On behalf of the Federal Ministry for Economic Cooperation and Development (BMZ), GIZ took on the support of Ukraine in preparation for the 2012 European Football Championship. The cooperation focused on the areas of location marketing, development and improvement of the tourist offer and local public transport and airports.
KfW has been active in Ukraine on behalf of several German ministries since 1992 and focuses primarily on support in the areas of energy, finance and structural development.
Since 2008 several projects have been carried out in Ukraine as part of the International Climate Initiative of the Federal Environment Ministry. The main focus is on promoting energy efficiency and transport modernization.
The CIM has a presence in Ukraine and works in the areas of economic development, administrative reform and regional development. In addition, within the framework of the “Returning Experts” program, CIM offers support for Ukrainian experts who are returning to Ukraine after their studies, vocational training or work in Germany.
In 2014, the German federal government intensified its cooperation with Ukraine and increased development aid to EUR 20 million. In 2016, all support measures of the Federal Government were bundled in the “Ukraine Action Plan”, which is coordinated by the Federal Foreign Office.
Several party-affiliated foundations and development organizations have their representations in the Ukraine, such as the Heinrich Böll Foundation, Friedrich Ebert Foundation, Konrad Adenauer Foundation, and Hanns Seidel Foundation.
Cooperation in the field of culture and education
The level of education in Ukraine is relatively high and corresponds to that of an advanced reform country. Even if important reforms (especially the curricula) in this sector are still being carried out only half-heartedly, the level of education of Ukrainian pupils and students is relatively good. Cooperation in the education sector has been expanded and intensified since the 1990’s. A German-Ukrainian cultural agreement has existed since 1993 and since 1998 a German-Ukrainian agreement on university cooperation has promoted partnerships between universities and institutes.

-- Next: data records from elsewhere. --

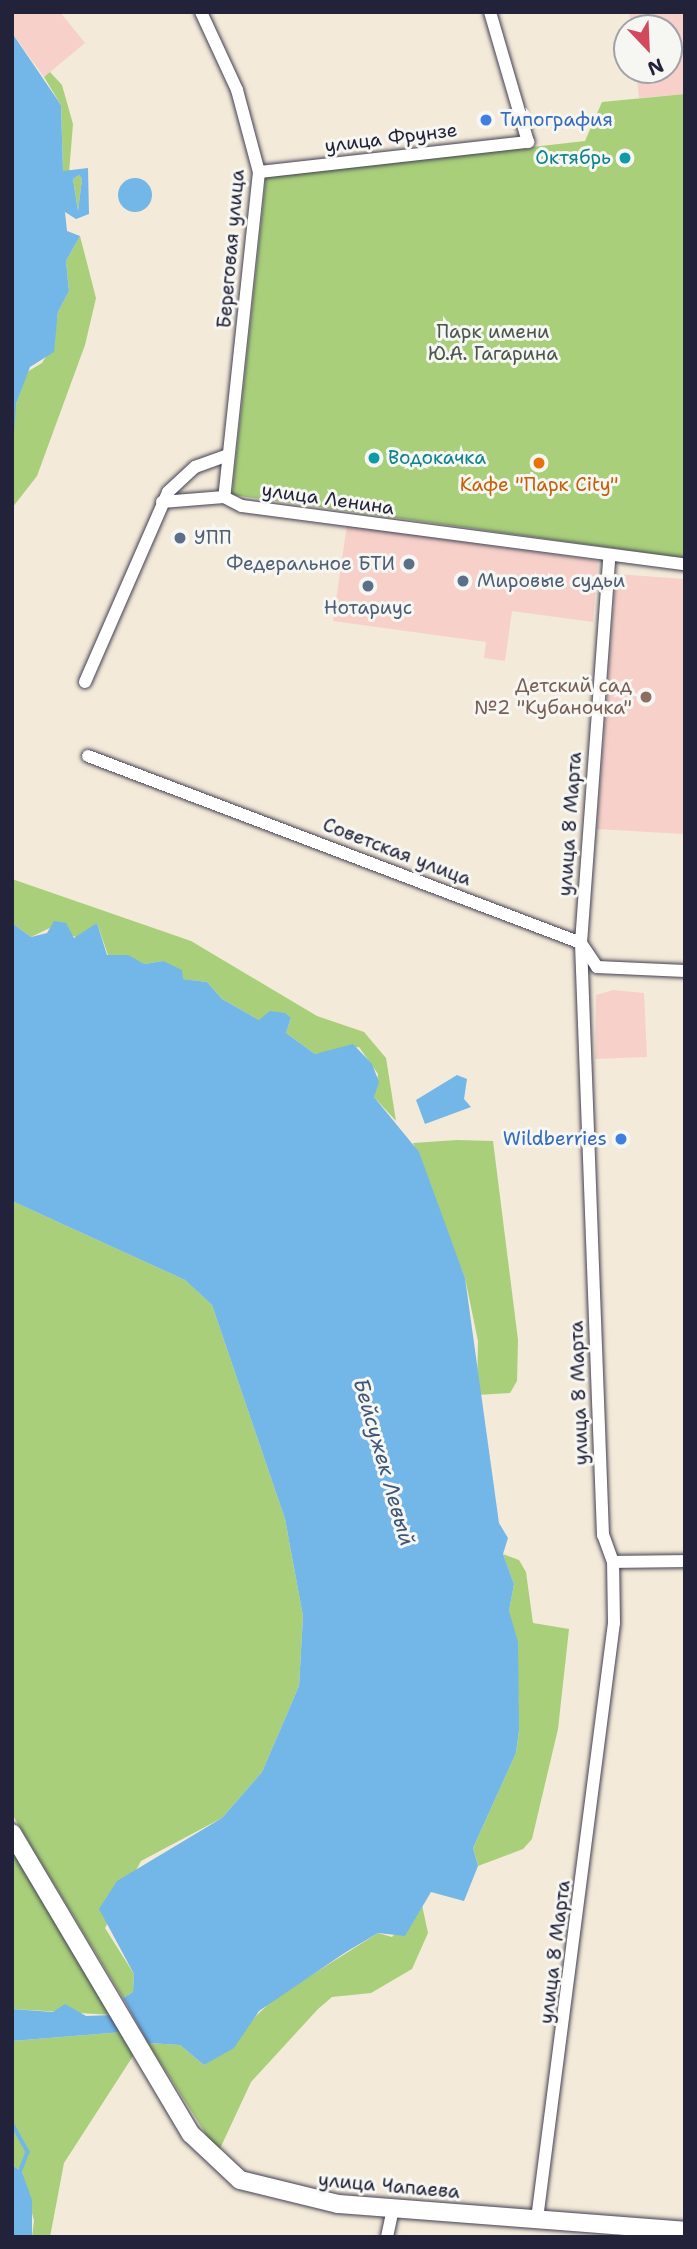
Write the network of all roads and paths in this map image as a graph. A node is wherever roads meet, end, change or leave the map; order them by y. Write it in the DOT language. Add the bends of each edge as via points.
graph roads {
  1 [pos="201,12"];
  2 [pos="490,12"];
  3 [pos="259,172"];
  4 [pos="225,456"];
  5 [pos="224,497"];
  6 [pos="162,502"];
  7 [pos="609,559"];
  8 [pos="685,564"];
  9 [pos="85,682"];
  10 [pos="88,756"];
  11 [pos="581,943"];
  12 [pos="685,971"];
  13 [pos="685,1561"];
  14 [pos="613,1562"];
  15 [pos="12,1833"];
  16 [pos="393,2208"];
  17 [pos="537,2219"];
  18 [pos="685,2231"];
  19 [pos="387,2237"];
  1 -- 3 [label="street, Береговая улица" via="237,90"];
  2 -- 3 [label="street, улица Фрунзе" via="528,142"];
  3 -- 4 [label="street, Береговая улица"];
  4 -- 5 [label="street, Береговая улица"];
  4 -- 6 [label="street" via="183,474"];
  5 -- 6 [label="street, улица Ленина"];
  5 -- 7 [label="street, улица Ленина" via="242,506"];
  6 -- 9 [label="street"];
  7 -- 8 [label="street, улица Ленина"];
  7 -- 11 [label="street, улица 8 Марта"];
  10 -- 11 [label="street, Советская улица"];
  11 -- 12 [label="street" via="589,962 602,969"];
  11 -- 14 [label="street, улица 8 Марта" via="603,1535"];
  13 -- 14 [label="street"];
  14 -- 17 [label="street, улица 8 Марта" via="609,1682"];
  15 -- 16 [label="street, улица Чапаева" via="191,2134 240,2180 310,2201"];
  16 -- 17 [label="street, улица Чапаева"];
  16 -- 19 [label="street"];
  17 -- 18 [label="street, улица Чапаева"];
}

German foreign cultural work in Ukraine has meanwhile led to a broad and well-functioning network of educational institutions, both in schools and universities as well as in the extracurricular area. A Goethe Institute has existed in Kyïv since 1993, which, in addition to language and cultural work, also focuses on expanding the network of reading rooms and language learning centers in the regions of the country. Since the 1990’s there have been several DAAD lectureships set up in Ukraine, including an IC editor in Kyiv. The DAAD’s scholarship programs and information work have also led to an increase in the number of Ukrainian students at German universities (currently approx. 4,000 Ukrainian students). The Center for Schools Abroad regularly sends German teachers to Ukrainian schools. A German school has existed in Kyiv since September 2008.